4.3 Arbitrary Data subsystem — what it is actually doing
The execution samples for all Arbitrary Data threads point to the same HSQLDB call chain:
QuerySpecification.buildResult()
→ RangeVariable$RangeIteratorMain.next()
→ IndexAVL$IndexRowIterator.getNextRow()
→ IndexAVL.next()
→ NodeAVLDisk.getLeft/getRight/getParent()
→ RowStoreAVLDisk.get()
→ DataFileCache.getFromFile() ← disk read under WriteLock
→ DataFileCache.get()
This is a full AVL index scan on a disk-backed HSQLDB table, repeated continuously by multiple threads (Arbitrary Data Manager, Arbitrary Index Cache Timer Task, Arbitrary Data Cleanup Manager, Arbitrary Data Cache Manager). The ReentrantReadWriteLock$WriteLock.lock() on DataFileCache causes cross-thread contention on every disk read.

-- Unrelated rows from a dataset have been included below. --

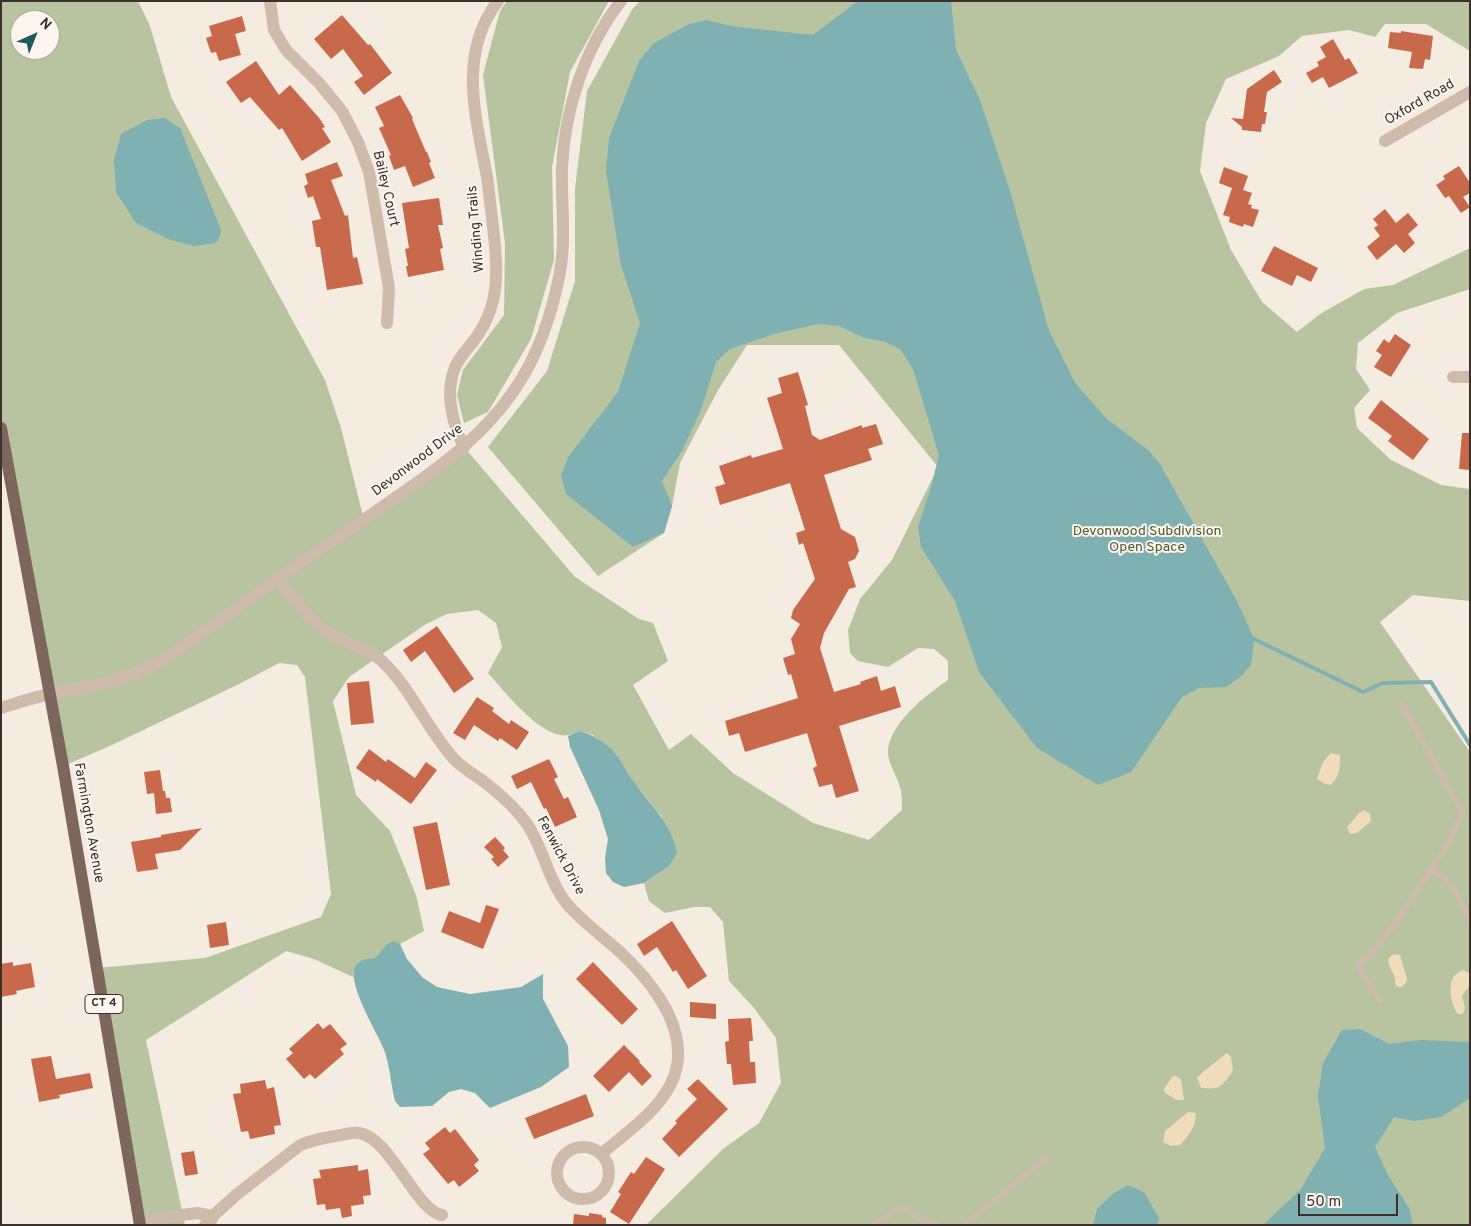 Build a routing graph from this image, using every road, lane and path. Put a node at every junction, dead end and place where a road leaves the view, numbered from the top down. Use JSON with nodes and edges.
{"nodes":[{"id":1,"x":270,"y":1,"type":"edge"},
{"id":2,"x":498,"y":1,"type":"edge"},
{"id":3,"x":621,"y":1,"type":"edge"},
{"id":4,"x":1470,"y":92,"type":"edge"},
{"id":5,"x":1385,"y":141,"type":"dead end"},
{"id":6,"x":387,"y":323,"type":"dead end"},
{"id":7,"x":1453,"y":377,"type":"dead end"},
{"id":8,"x":1470,"y":377,"type":"edge"},
{"id":9,"x":1,"y":428,"type":"edge"},
{"id":10,"x":464,"y":448,"type":"junction"},
{"id":11,"x":278,"y":579,"type":"junction"},
{"id":12,"x":49,"y":694,"type":"junction"},
{"id":13,"x":1402,"y":704,"type":"dead end"},
{"id":14,"x":1,"y":708,"type":"edge"},
{"id":15,"x":1431,"y":870,"type":"junction"},
{"id":16,"x":1470,"y":920,"type":"edge"},
{"id":17,"x":1380,"y":1000,"type":"dead end"},
{"id":18,"x":601,"y":1154,"type":"junction"},
{"id":19,"x":1048,"y":1157,"type":"dead end"},
{"id":20,"x":442,"y":1215,"type":"dead end"},
{"id":21,"x":209,"y":1220,"type":"edge"},
{"id":22,"x":140,"y":1223,"type":"edge"},
{"id":23,"x":873,"y":1225,"type":"edge"},
{"id":24,"x":938,"y":1225,"type":"edge"},
{"id":25,"x":964,"y":1225,"type":"edge"}],
"edges":[{"from":1,"to":6,"type":"street","name":"Bailey Court"},
{"from":2,"to":10,"type":"street","name":"Winding Trails"},
{"from":3,"to":10,"type":"street","name":"Devonwood Drive"},
{"from":4,"to":5,"type":"street","name":"Oxford Road"},
{"from":7,"to":8,"type":"street"},
{"from":9,"to":12,"type":"main road","name":"Farmington Avenue","number":"CT 4"},
{"from":10,"to":11,"type":"street","name":"Devonwood Drive"},
{"from":11,"to":12,"type":"street","name":"Devonwood Drive"},
{"from":11,"to":18,"type":"street","name":"Fenwick Drive"},
{"from":12,"to":14,"type":"street","name":"Devonwood Drive"},
{"from":12,"to":22,"type":"main road","name":"Farmington Avenue","number":"CT 4"},
{"from":13,"to":15,"type":"lane"},
{"from":15,"to":16,"type":"lane"},
{"from":15,"to":17,"type":"lane"},
{"from":18,"to":18,"type":"street"},
{"from":19,"to":25,"type":"lane"},
{"from":20,"to":21,"type":"street"},
{"from":21,"to":22,"type":"street"},
{"from":23,"to":24,"type":"lane"}]} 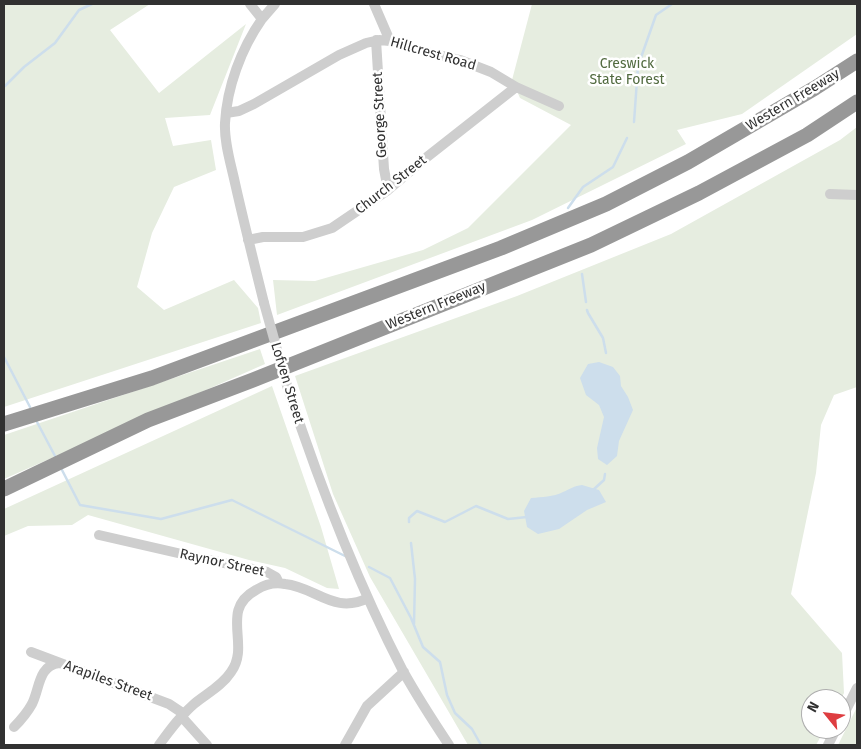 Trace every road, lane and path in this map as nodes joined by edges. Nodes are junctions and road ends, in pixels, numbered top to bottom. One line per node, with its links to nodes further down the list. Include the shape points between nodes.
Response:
1 (250, 4): 4 (street)
2 (275, 4): 4 (street, Lofven Street)
3 (375, 4): 6 (street)
4 (262, 19): 11 (street, Lofven Street, via 241,59)
5 (376, 40): 6 (street, Hillcrest Road); 11 (street, Hillcrest Road, via 339,55 254,104); 12 (street, George Street)
6 (390, 41): 8 (street, Hillcrest Road, via 460,60 495,74)
7 (857, 61): 16 (highway, Western Freeway, via 688,162 606,204 492,251 152,378)
8 (516, 87): 10 (street, Hillcrest Road); 12 (street, Church Street)
9 (857, 102): 17 (highway, Western Freeway, via 807,135 716,184 591,244 148,420)
10 (559, 106)
11 (226, 113): 15 (street, Lofven Street, via 226,143)
12 (388, 190): 15 (street, Church Street, via 320,233)
13 (830, 194): 14 (street)
14 (857, 195)
15 (248, 240): 20 (street, Lofven Street, bridge, via 288,389 328,505)
16 (4, 424)
17 (4, 489)
18 (99, 535): 19 (street, Raynor Street, via 267,572 276,577)
19 (278, 583): 20 (street, Raynor Street, via 298,586 337,603 354,604); 26 (street, via 258,588 241,602 237,614 238,654 233,670)
20 (368, 598): 23 (street, Lofven Street)
21 (31, 652): 22 (street, Arapiles Street)
22 (59, 663): 26 (street, Arapiles Street, via 169,704); 27 (street, via 44,670 33,702)
23 (404, 672): 30 (street, via 367,706); 31 (street, Lofven Street)
24 (857, 688): 25 (street)
25 (851, 700)
26 (182, 715): 28 (street); 29 (street, Arapiles Street)
27 (14, 727)
28 (159, 745)
29 (207, 745)
30 (345, 745)
31 (449, 745)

Additionally, Cache.cleanUp() / Cache.preparePut() appear in samples, meaning the HSQLDB row cache is under constant eviction pressure — it cannot hold the working set in memory.
4.4 Foreign Fee Manager — EdDSA in a hot path
Foreign Fee Manager-1 (277 Java execution samples + 12 native samples) is burning CPU on:
Crypto.verify()
→ Ed25519.implVerify()
→ Ed25519.scalarMultStraus128Var()
→ Wnaf.getSignedVar()
Ed25519 signature verification is expensive on aarch64 without hardware acceleration. If processForeignFeesImportQueue() is verifying signatures in a tight scheduler loop, it should batch or throttle.
5. Object Allocation Profile
5.1 Allocation sample type breakdown (85,503 total samples)
| Type | Samples | % | Primary source |
|---|---|---|---|
byte[] |
34,837 | 40.7% | Peer.readChannel() (2 MB buffers) + HSQLDB binary reads |
NodeAVLDisk |
6,278 | 7.3% | HSQLDB index node reads |
Peer$PreSerializedMessageWrapper |
5,013 | 5.9% | Outbound peer message serialization |
AQS$ConditionNode |
4,505 | 5.3% | Lock condition queue churn |
Object[] |
3,974 | 4.6% | General |
int[] |
3,554 | 4.2% | HSQLDB / general |
RowAVLDisk |
1,890 | 2.2% | HSQLDB row reads |
BinaryData |
1,687 | 2.0% | HSQLDB binary column data |
Long |
1,510 | 1.8% | Autoboxing |
5.2 Promotion to Old Gen (PromoteObjectInNewPLAB)
- 66,987 total promote events; 60,064 (89.7%) tenured = true.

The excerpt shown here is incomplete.